Par ces mots, Madame Paule Leduc, rectrice de l'UQÀM, a ouvert la cérémonie de l'attribution du titre de docteur honoris causa au compositeur grec qui a constitué le sommet de son récent voyage au Québec, et cette distinction honorifique a été, à juste titre, considérée comme un événement. C'est vrai: la musique de Theodorakis, universellement écoutée et aimée, est reconnue aussi universellement comme un message qui peut concerner tout un chacun pourvu qu'il veuille seulement lui prêter son attention.
Pendant les années où Theodorakis a été en butte aux vexations et aux poursuites du pouvoir politique, il a toujours trouvé au Canada, et en particulier au Canada francophone, une terre d'accueil, aussi du fait qu'une considérable population d'origine grecque s'y est établie. Rien qu'à Montréal, il y a 80.000 gens parlant le grec, autant que Luxembourg compte d'habitants.

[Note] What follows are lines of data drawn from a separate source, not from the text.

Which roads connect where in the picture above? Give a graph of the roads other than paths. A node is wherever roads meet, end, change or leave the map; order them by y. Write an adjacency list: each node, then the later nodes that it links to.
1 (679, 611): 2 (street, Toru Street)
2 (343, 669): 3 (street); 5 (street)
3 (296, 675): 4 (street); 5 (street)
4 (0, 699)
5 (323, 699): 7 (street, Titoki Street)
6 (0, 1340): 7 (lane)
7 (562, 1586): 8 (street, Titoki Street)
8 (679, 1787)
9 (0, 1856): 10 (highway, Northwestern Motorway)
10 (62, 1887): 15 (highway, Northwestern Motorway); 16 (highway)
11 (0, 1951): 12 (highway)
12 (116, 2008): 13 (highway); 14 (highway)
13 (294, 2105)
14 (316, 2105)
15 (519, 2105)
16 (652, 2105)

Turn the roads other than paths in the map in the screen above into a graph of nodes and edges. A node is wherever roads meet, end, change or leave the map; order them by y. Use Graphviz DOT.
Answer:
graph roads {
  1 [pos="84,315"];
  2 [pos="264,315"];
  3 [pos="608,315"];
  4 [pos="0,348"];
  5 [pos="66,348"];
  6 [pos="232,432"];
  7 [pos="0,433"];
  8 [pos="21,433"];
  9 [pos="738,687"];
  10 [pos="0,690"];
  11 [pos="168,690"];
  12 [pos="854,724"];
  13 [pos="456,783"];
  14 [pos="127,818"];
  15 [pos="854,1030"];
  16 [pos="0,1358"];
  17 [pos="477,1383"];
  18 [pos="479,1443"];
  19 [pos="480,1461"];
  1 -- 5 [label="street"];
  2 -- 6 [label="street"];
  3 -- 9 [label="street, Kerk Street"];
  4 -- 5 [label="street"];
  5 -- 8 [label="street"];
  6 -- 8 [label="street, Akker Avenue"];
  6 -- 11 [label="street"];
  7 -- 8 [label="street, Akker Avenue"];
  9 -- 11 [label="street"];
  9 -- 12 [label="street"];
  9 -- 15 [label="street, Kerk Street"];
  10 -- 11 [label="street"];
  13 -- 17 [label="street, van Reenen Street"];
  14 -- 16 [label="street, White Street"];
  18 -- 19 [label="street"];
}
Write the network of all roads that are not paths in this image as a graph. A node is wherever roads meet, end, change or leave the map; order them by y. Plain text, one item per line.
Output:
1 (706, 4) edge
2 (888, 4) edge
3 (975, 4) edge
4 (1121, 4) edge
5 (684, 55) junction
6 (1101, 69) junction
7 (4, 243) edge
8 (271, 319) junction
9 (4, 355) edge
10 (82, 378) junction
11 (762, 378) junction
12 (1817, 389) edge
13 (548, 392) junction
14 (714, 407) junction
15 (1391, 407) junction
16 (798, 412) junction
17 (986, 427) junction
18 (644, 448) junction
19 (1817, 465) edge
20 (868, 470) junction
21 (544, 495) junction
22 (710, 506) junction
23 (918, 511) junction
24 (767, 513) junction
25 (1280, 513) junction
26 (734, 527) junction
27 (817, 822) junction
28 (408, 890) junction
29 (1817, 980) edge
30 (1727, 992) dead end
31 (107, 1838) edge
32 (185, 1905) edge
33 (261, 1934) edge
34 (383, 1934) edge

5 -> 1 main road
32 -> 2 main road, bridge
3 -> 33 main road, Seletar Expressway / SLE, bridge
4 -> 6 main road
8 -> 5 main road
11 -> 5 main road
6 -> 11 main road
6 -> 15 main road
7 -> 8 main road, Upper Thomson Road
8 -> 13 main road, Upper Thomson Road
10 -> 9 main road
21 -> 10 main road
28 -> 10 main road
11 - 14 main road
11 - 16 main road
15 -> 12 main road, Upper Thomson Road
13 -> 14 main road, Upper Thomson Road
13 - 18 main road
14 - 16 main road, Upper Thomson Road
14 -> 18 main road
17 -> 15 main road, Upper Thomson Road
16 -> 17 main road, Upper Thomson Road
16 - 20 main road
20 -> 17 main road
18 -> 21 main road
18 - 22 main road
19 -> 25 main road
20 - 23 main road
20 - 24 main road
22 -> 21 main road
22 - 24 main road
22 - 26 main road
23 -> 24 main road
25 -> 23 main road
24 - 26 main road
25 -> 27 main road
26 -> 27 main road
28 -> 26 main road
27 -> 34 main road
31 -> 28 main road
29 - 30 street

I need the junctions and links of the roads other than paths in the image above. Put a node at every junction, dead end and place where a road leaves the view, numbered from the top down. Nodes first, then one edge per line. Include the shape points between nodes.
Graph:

Une organisation trop défaillante

Trois soirées organisées pour Theodorakis et avec lui; beaucoup de ferveur et de sollicitations de toutes parts pour le compositeur et son épouse Myrto qui avaient fait le long voyage quelque peu à leurs risques et périls, car ils ont dû constater que la ferveur d'accueil à elle seule ne suffit pas et que l'organisation sur place, en particulier de la part de la principale imprésario, était indigne d'un artiste pareil.

Comment juger, par exemple, le fait que, en défaut d'une calculation sérieuse et du manque d'argent qui en résultait, la présidente de l'Institut canadien des arts responsable ait réduit le nombre de musiciens requis à la réalisation de la nouvelle version symphonique du "Canto General" de 65 à 31 musiciens? Comme on si on pouvait déterminer une orchestration d'après les moyens financiers à disposition!

Comment qualifier le fait que les solistes instrumentaux venus de Berlin jusqu'à la fin de leur périple ne savaient  pas si le cachet dû leur serait effectivement payé?

Et comment justifier que l'annonce pour les différents morceaux au programme du deuxième concert ait été prévue seulement en grec... et en anglais, ce qui a causé des tumultes dans la salle: "En français, s'il vous plaît, mademoiselle!"

Voilà bien la preuve d'une méconnaissance inqualifiable des données et de la situation!

Aussi, pendant ces journées très harassantes avec interviews, conférences de presse, répétitions, négociations, Theodorakis oscillait entre la joie et la tristesse, et ceux qui l'entouraient s'interrogeaient s'il ne fallait pas annuler carrément le concert final dans la Basilique Notre-Dame. Mais le compositeur s'y est opposé: "Il y a tant de gens qui attendent d'entendre mes œuvres, je leur dois le concert", dit-il et il se mit au travail de répétition avec ses trente et un musiciens qui étaient heureusement d'excellents instrumentistes hautement qualifiés, s'agissant de membres de l'Orchestre symphonique de Montréal, et avec les chanteurs qui avaient été bien préparés. Et le miracle a eu lieu.